It was a small dusty room, with no windows and two strip lights in the ceiling. Sickly light illuminated a pair of battered reading desks and a row of plain, functional bookcases.
Empty bookcases.
Evelyn closed the door behind us and dumped her tote bag on one of the desks. I looked closer.
Not quite empty, I corrected myself.
Only two of the shelves held anything - one was lined with sixteen books. Sixteen exactly, I counted them. Most of them were aged and leather bound, though a few looked at least twentieth century, in modern hardback covers. Three much older volumes were packed inside transparent protective plastic bags, lying flat on the shelf below, next to a stack of bound photocopies. A cardboard storage box sat at the foot of the one occupied bookcase.
“Is this it?”
Evelyn raised an eyebrow at me in silent question. I shrugged, unsure what to say, painfully conscious of my silly assumptions. She crossed to the books and gently eased one of the modern looking volumes off the shelf.
If you come across this story on Amazon, be aware that it has been stolen from Royal Road. Please report it.
“In the right hands, every one of these is more lethal than an atomic bomb,” she said. “Personally, I’m glad there’s so few of them. And that they’re mine.”
“Are you being serious?”
Evelyn cleared her throat. “Sort of. Sit down, if you like. I need to look up some details.”
==
“What is magic?”
I didn’t want to distract Evelyn, but I couldn’t hold the question back anymore. She’d been making notes and muttering to herself as she read from one of the grimoires propped open on the desk. Her pen paused as she looked at me and raised an eyebrow.
“I’ve been thinking about it all week, but I couldn’t articulate it until this.” I gestured at the books, the tiny occult library, the incomplete magic circle Evelyn had drawn on a notebook page. “I took it on trust. Magic is magic, but that’s a tautology. You did magic with esoteric symbols and circles and books, but I did the same thing by … ” I swallowed and fought down a stab of nausea. Recalling impossible equations was still dangerous. “By thinking maths. I thought the books might give me some answers, some context, but I suppose it’s not going to work that way.”
I offered Evelyn an apologetic smile. She sucked on her teeth in thought.
We’d been in the reading room - Special Collection and Sensitive Storage room K-11 - for about twenty minutes. I’d parked myself in a chair and tried to sit still, but nearly bounced from foot to foot in excitement at all these wonderful old books, even if there were only nineteen of them.

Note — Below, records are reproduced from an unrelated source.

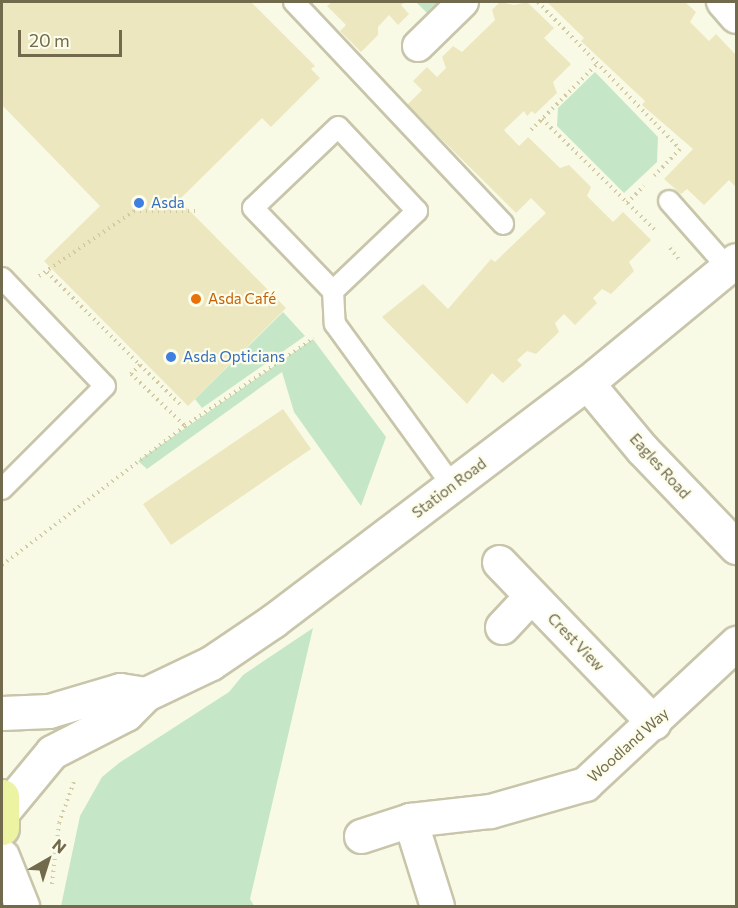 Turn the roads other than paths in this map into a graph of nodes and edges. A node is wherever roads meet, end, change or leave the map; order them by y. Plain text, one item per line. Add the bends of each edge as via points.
1 (294, 2) edge
2 (463, 2) edge
3 (722, 2) edge
4 (736, 18) edge
5 (418, 46) dead end
6 (669, 201) dead end
7 (503, 224) dead end
8 (732, 264) edge
9 (7, 284) edge
10 (333, 291) junction
11 (587, 383) junction
12 (452, 485) junction
13 (2, 489) edge
14 (736, 547) edge
15 (499, 562) dead end
16 (531, 596) junction
17 (502, 627) dead end
18 (736, 643) edge
19 (146, 694) junction
20 (2, 713) edge
21 (654, 723) junction
22 (2, 811) edge
23 (410, 820) junction
24 (361, 836) dead end
25 (2, 856) edge
26 (22, 906) edge
27 (437, 906) edge

1 - 7 lane
2 - 5 street
3 - 4 street
6 - 8 lane
8 - 11 street, Station Road
9 - 13 lane via 105,386
10 - 10 lane via 253,208 338,127 417,211
10 - 12 lane via 335,324
11 - 12 street, Station Road
11 - 14 street, Eagles Road via 642,449
12 - 19 street, Station Road via 241,643
15 - 16 street, Crest View
16 - 17 street
16 - 21 street, Crest View
18 - 21 street, Woodland Way
19 - 20 street via 120,690 49,711
19 - 22 street, Station Road via 126,714 52,752
21 - 23 street, Woodland Way via 585,784 490,811
23 - 24 street, Woodland Way
23 - 27 street
25 - 26 street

Evelyn had noticed and directed me toward one of the less fragile volumes, a huge blank-faced hardback entitled The Diaries of Richard Barker and his great working, reprinted with commentary, by one James Oston. Despite the relatively modern binding the inside pages informed me of only the printing date - 1932. No publisher’s mark, location, nothing.
“Just don’t read any Latin or Greek out loud,” Evelyn had said. “Even under your breath.”
Whoever mister Barker was, he was very 17th century, and his ‘diaries’ consisted of a lot of magical experiments, summoning demons, communing with ‘angels’, and when I read between the lines, several brutal murders.
The symbols he included made my head hurt. They looked wrong.
My fascination had curdled, returned to the cold reality of academic rigour as I’d flicked past pages of regurgitated medieval mythology. The commentary was worse, an unreadable jumble of concepts - somatic-transfer membranes, cellular resonance, the dangers of astral voyaging, whatever all that meant.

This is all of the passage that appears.